EXTRACTED MATERIAL:
====================
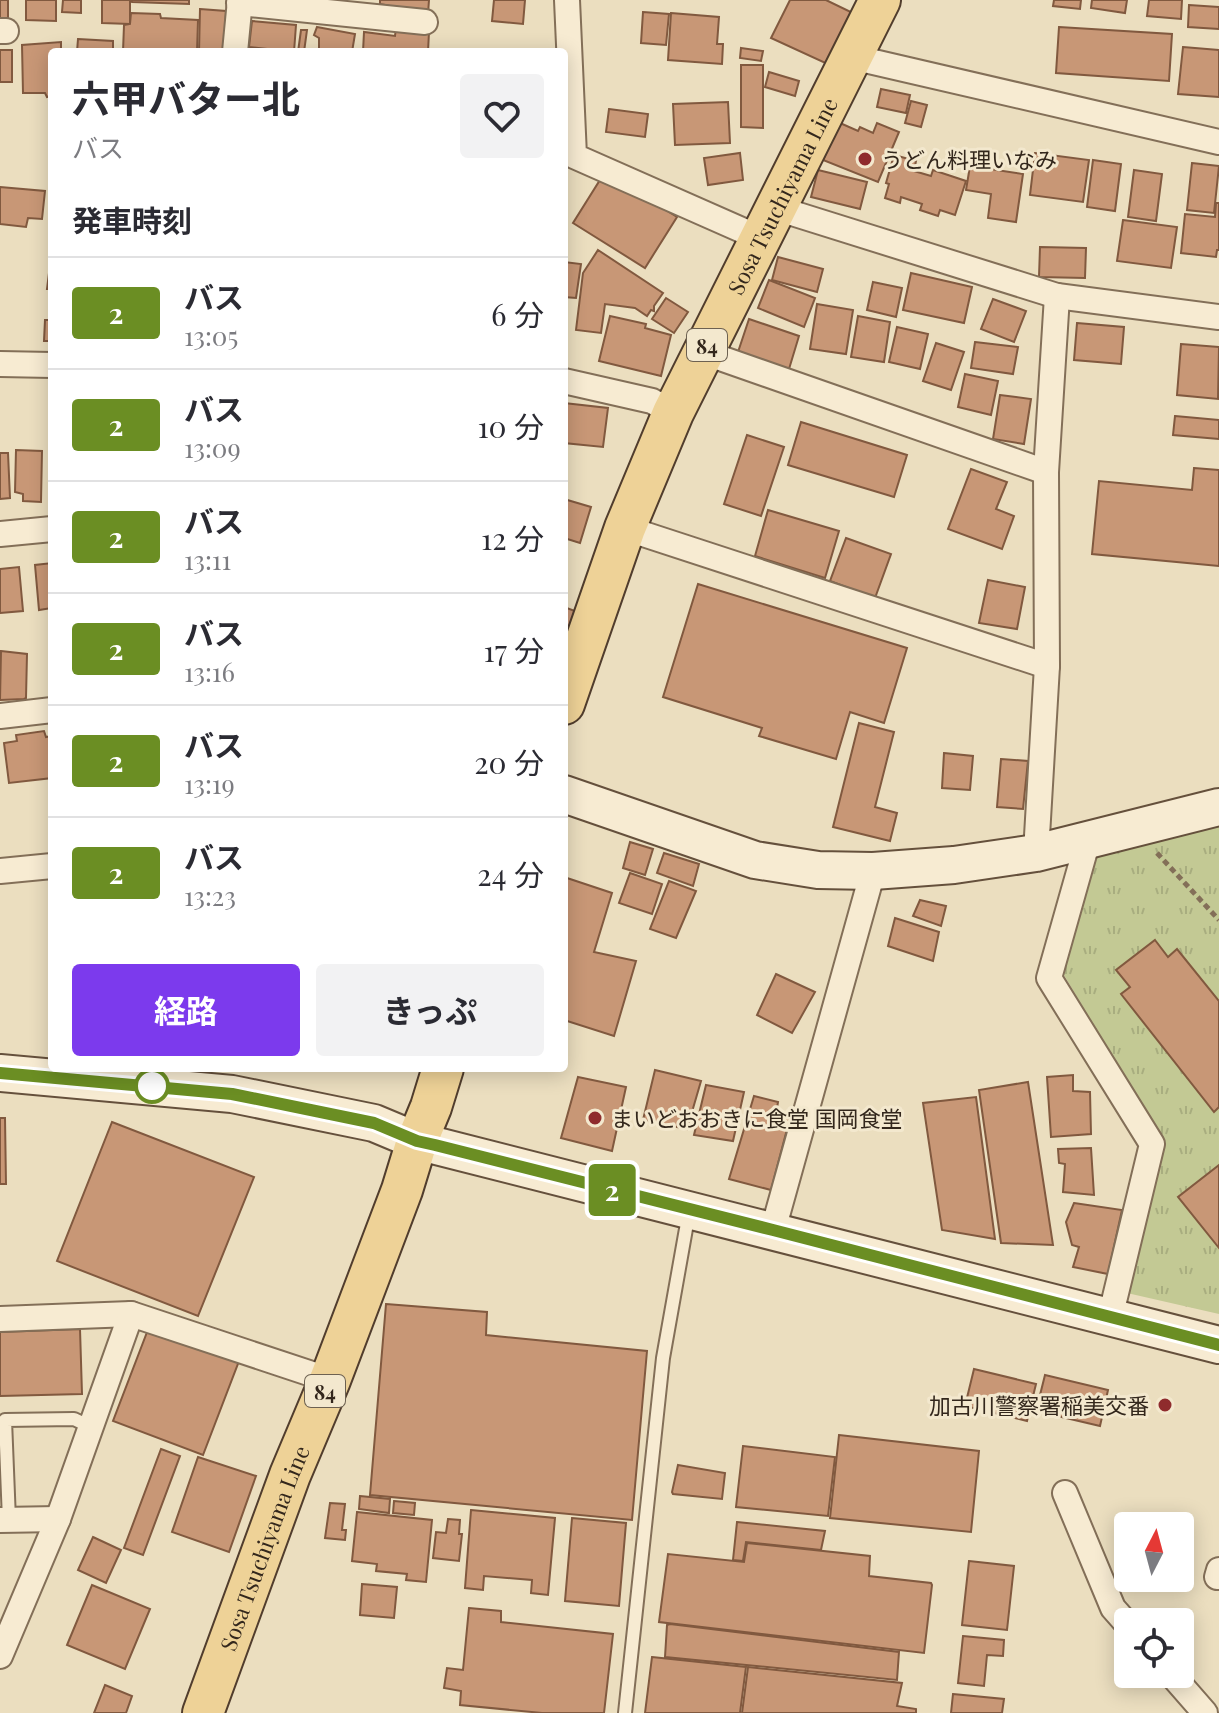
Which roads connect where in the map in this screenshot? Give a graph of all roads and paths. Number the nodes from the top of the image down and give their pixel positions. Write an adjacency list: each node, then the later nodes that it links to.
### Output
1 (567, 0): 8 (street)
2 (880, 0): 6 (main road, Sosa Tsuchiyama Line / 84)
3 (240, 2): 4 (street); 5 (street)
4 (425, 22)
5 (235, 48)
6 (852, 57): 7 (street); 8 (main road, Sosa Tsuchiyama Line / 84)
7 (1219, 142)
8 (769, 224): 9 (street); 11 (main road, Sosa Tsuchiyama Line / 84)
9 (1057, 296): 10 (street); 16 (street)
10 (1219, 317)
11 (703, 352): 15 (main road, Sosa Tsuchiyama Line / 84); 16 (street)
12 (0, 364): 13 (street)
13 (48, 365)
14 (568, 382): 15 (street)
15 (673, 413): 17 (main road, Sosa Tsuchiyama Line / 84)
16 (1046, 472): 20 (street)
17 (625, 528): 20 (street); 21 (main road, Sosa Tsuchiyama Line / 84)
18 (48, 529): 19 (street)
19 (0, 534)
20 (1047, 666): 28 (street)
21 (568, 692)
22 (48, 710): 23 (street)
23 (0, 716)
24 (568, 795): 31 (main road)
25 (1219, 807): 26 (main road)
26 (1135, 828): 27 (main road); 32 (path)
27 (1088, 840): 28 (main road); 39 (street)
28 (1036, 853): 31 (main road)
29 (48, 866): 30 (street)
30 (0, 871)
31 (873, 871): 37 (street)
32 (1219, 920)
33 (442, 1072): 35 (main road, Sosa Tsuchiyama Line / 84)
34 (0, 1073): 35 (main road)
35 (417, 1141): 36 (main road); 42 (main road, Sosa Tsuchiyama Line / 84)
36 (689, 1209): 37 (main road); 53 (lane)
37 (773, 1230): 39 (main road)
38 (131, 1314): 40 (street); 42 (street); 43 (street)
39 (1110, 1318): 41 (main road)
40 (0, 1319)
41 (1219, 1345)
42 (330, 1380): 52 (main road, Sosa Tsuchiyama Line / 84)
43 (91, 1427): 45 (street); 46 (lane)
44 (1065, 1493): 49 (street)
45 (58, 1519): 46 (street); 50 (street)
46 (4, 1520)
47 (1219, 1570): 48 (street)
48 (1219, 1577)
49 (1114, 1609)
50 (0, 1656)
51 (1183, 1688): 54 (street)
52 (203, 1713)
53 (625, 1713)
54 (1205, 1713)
====================
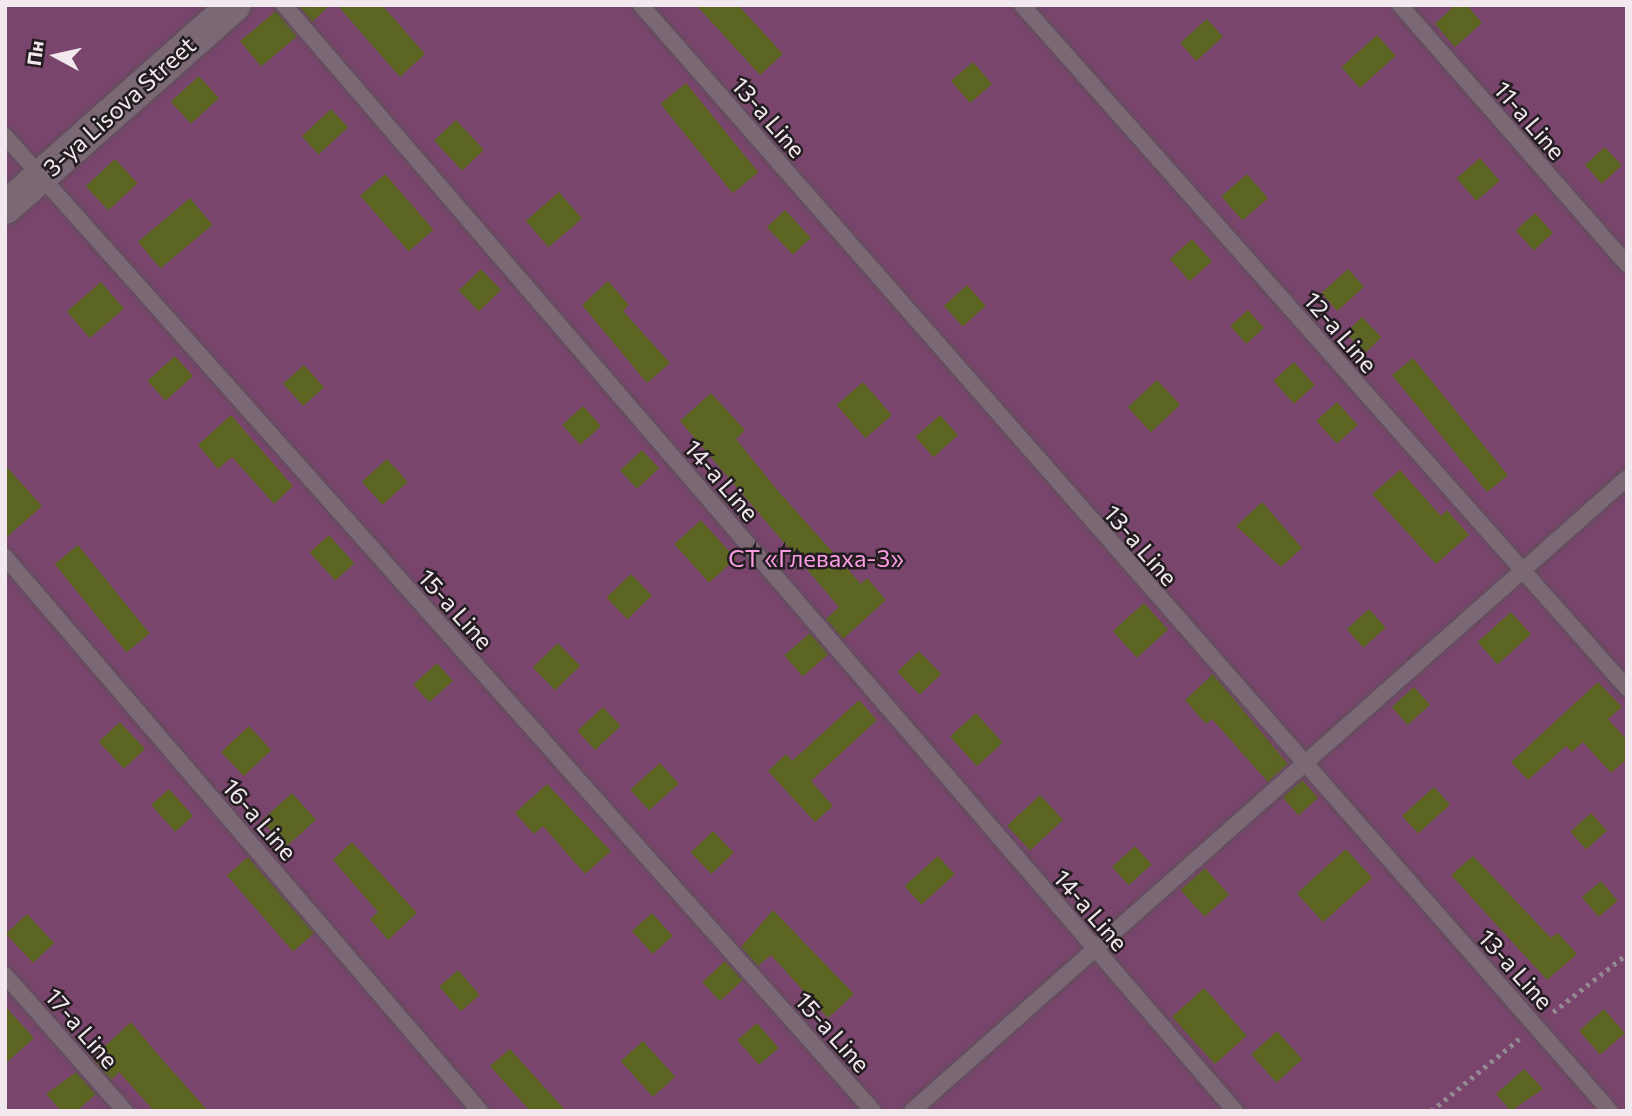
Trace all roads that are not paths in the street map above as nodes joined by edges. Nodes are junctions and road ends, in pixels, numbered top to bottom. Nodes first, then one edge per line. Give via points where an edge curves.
====================
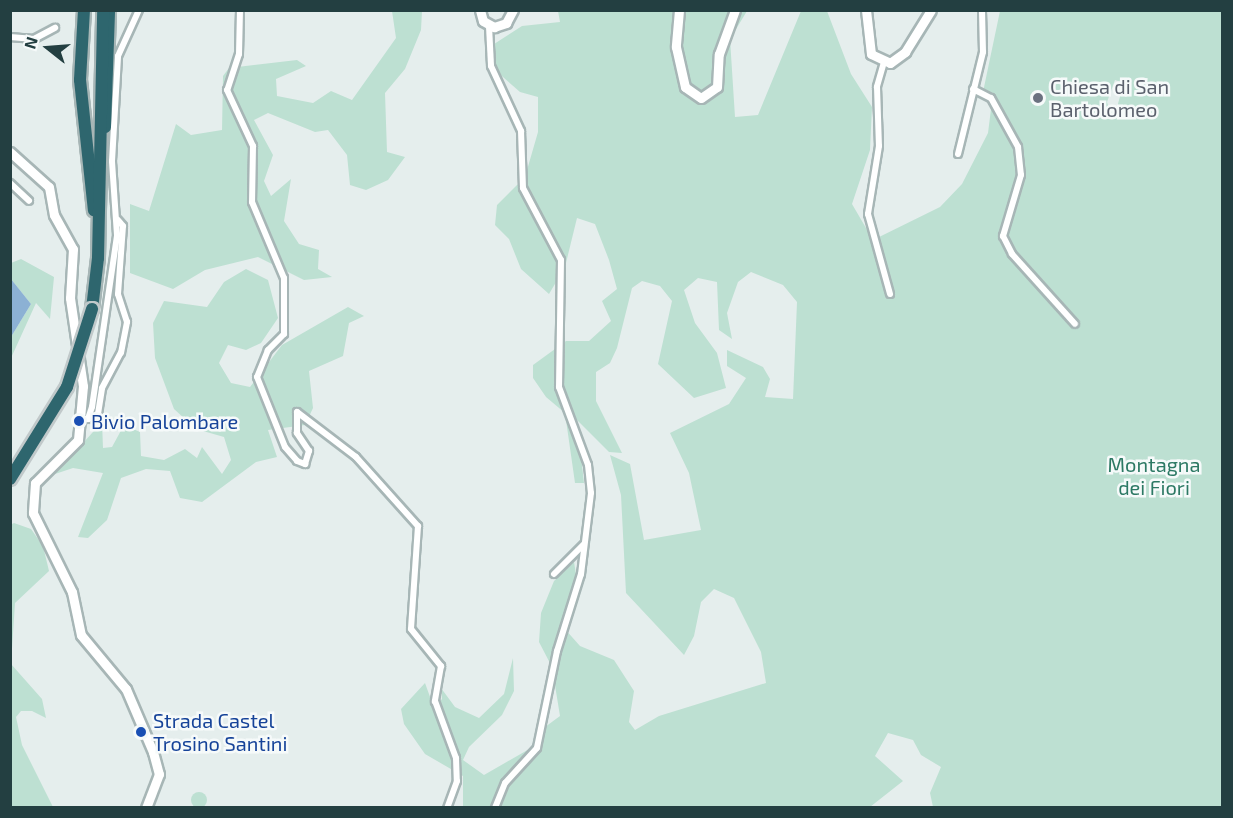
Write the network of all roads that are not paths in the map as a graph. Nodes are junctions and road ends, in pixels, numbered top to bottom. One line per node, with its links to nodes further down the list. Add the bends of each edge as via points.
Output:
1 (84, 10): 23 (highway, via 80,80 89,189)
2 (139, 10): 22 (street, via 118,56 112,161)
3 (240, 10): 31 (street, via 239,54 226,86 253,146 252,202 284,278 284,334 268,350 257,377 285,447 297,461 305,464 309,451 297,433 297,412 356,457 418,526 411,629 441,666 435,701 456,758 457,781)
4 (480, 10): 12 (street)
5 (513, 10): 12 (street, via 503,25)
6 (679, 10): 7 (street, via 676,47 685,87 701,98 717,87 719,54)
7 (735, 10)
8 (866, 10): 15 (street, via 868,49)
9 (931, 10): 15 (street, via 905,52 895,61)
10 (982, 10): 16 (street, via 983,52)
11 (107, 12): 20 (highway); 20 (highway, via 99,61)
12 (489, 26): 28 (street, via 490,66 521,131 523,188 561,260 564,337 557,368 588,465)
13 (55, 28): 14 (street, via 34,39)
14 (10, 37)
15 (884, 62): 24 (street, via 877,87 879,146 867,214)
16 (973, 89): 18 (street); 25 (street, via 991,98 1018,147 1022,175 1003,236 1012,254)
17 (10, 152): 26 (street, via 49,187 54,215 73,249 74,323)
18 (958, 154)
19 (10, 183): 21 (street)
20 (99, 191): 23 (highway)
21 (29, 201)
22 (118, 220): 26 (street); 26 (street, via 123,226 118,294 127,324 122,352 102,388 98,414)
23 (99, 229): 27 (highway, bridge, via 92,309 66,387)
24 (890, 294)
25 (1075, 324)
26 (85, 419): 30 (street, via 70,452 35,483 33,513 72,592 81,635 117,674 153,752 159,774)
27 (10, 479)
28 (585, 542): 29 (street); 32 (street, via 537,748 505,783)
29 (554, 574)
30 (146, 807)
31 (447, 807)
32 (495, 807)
====================
THE TASK: The word "then" appears in some lines above. Return every one of those lines.

RESPONSE TO THE EXERCISE:
Which roads connect where in the map in this screenshot? Give a graph of all roads and paths. Number the nodes from the top of the image down and give their pixel positions. Write an adjacency list: each node, then the later nodes that it links to.
Trace all roads that are not paths in the street map above as nodes joined by edges. Nodes are junctions and road ends, in pixels, numbered top to bottom. Nodes first, then one edge per line. Give via points where an edge curves.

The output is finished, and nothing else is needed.